■ What the task requires:
If a line in the entries below includes "main", show that line.

■ Given information:
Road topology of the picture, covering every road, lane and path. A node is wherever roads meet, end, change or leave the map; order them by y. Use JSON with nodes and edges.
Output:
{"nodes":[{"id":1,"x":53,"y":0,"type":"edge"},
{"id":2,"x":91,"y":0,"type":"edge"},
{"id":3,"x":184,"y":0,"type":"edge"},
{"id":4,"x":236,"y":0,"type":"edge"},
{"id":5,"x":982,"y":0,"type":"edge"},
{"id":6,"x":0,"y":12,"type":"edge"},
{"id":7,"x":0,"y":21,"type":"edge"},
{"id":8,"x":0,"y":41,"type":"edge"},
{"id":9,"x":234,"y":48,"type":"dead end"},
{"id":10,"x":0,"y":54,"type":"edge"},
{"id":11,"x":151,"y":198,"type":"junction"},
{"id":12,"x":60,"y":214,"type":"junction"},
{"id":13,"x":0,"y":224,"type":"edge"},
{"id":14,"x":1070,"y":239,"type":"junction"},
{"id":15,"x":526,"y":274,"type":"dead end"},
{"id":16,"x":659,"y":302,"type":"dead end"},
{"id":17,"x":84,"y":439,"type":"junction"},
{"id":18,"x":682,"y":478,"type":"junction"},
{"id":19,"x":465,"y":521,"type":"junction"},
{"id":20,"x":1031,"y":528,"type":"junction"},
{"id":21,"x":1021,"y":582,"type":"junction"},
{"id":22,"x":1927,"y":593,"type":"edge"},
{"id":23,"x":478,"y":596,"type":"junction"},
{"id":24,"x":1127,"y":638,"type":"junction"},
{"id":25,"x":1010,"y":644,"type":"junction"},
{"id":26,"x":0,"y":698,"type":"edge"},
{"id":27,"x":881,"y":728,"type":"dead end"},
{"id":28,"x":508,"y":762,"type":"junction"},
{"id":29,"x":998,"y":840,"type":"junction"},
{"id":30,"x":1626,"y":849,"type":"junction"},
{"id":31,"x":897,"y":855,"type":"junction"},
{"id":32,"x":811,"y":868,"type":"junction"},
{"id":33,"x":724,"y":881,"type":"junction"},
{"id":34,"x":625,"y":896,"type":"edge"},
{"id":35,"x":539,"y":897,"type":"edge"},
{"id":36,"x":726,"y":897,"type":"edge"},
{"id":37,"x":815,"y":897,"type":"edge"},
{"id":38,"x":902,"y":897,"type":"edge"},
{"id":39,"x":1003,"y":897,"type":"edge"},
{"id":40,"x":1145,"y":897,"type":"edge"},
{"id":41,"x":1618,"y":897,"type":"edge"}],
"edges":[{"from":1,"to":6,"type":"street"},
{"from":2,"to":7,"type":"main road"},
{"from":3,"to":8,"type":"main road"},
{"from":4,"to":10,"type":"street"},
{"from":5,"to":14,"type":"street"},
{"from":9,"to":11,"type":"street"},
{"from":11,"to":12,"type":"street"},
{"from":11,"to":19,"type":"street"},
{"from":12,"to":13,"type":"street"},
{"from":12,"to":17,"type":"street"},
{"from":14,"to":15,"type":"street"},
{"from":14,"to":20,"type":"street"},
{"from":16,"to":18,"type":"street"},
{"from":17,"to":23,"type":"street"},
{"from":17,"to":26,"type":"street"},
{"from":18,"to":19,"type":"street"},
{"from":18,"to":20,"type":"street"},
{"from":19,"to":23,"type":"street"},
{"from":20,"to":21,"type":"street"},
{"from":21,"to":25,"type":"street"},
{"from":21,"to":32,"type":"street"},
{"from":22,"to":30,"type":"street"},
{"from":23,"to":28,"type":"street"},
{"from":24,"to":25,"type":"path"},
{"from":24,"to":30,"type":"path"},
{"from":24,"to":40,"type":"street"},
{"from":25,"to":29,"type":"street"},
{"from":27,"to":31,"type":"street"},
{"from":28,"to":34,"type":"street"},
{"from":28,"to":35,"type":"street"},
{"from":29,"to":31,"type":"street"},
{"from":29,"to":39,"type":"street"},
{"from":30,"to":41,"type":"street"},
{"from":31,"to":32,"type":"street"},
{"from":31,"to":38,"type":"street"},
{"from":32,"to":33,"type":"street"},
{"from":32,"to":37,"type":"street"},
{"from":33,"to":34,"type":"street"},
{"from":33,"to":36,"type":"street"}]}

■ Task output:
{"from":2,"to":7,"type":"main road"},
{"from":3,"to":8,"type":"main road"},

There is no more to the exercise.